**Aim of the exercise:**
Present the data once more in exactly its original form.

**Saved entries:**
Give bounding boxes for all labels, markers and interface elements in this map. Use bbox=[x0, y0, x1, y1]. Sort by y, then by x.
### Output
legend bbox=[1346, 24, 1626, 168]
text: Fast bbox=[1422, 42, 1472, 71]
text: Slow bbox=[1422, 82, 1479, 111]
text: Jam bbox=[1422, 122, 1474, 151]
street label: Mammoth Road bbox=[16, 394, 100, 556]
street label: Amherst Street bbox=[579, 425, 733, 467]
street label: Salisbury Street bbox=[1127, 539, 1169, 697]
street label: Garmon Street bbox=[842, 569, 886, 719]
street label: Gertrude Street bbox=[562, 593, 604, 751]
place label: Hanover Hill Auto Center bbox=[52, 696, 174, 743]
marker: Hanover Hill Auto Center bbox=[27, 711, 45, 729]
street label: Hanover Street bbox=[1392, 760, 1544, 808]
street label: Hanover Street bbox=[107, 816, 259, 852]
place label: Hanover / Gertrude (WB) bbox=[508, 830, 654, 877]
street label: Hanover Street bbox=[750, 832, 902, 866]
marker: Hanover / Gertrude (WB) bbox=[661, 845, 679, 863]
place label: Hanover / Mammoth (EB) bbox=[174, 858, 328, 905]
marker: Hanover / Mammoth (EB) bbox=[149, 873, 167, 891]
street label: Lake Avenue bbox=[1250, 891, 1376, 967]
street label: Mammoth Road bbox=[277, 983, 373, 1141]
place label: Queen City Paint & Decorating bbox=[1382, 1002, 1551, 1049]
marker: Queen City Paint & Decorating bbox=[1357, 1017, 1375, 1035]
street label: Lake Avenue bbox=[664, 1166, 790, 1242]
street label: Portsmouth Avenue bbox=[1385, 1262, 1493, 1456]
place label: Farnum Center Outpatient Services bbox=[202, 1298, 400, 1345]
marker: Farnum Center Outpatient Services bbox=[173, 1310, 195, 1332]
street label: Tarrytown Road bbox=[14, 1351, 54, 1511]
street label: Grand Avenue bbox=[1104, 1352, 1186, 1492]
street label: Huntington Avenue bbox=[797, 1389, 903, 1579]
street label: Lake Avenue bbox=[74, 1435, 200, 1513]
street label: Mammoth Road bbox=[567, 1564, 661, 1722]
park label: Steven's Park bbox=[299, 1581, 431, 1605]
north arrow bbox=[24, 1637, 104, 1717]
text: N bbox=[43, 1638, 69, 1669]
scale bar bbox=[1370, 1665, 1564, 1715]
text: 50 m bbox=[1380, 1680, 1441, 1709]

**Final answer:**
Give bounding boxes for all labels, markers and interface elements in this map. Use bbox=[x0, y0, x1, y1]. Sort by y, then by x.
### Output
legend bbox=[1346, 24, 1626, 168]
text: Fast bbox=[1422, 42, 1472, 71]
text: Slow bbox=[1422, 82, 1479, 111]
text: Jam bbox=[1422, 122, 1474, 151]
street label: Mammoth Road bbox=[16, 394, 100, 556]
street label: Amherst Street bbox=[579, 425, 733, 467]
street label: Salisbury Street bbox=[1127, 539, 1169, 697]
street label: Garmon Street bbox=[842, 569, 886, 719]
street label: Gertrude Street bbox=[562, 593, 604, 751]
place label: Hanover Hill Auto Center bbox=[52, 696, 174, 743]
marker: Hanover Hill Auto Center bbox=[27, 711, 45, 729]
street label: Hanover Street bbox=[1392, 760, 1544, 808]
street label: Hanover Street bbox=[107, 816, 259, 852]
place label: Hanover / Gertrude (WB) bbox=[508, 830, 654, 877]
street label: Hanover Street bbox=[750, 832, 902, 866]
marker: Hanover / Gertrude (WB) bbox=[661, 845, 679, 863]
place label: Hanover / Mammoth (EB) bbox=[174, 858, 328, 905]
marker: Hanover / Mammoth (EB) bbox=[149, 873, 167, 891]
street label: Lake Avenue bbox=[1250, 891, 1376, 967]
street label: Mammoth Road bbox=[277, 983, 373, 1141]
place label: Queen City Paint & Decorating bbox=[1382, 1002, 1551, 1049]
marker: Queen City Paint & Decorating bbox=[1357, 1017, 1375, 1035]
street label: Lake Avenue bbox=[664, 1166, 790, 1242]
street label: Portsmouth Avenue bbox=[1385, 1262, 1493, 1456]
place label: Farnum Center Outpatient Services bbox=[202, 1298, 400, 1345]
marker: Farnum Center Outpatient Services bbox=[173, 1310, 195, 1332]
street label: Tarrytown Road bbox=[14, 1351, 54, 1511]
street label: Grand Avenue bbox=[1104, 1352, 1186, 1492]
street label: Huntington Avenue bbox=[797, 1389, 903, 1579]
street label: Lake Avenue bbox=[74, 1435, 200, 1513]
street label: Mammoth Road bbox=[567, 1564, 661, 1722]
park label: Steven's Park bbox=[299, 1581, 431, 1605]
north arrow bbox=[24, 1637, 104, 1717]
text: N bbox=[43, 1638, 69, 1669]
scale bar bbox=[1370, 1665, 1564, 1715]
text: 50 m bbox=[1380, 1680, 1441, 1709]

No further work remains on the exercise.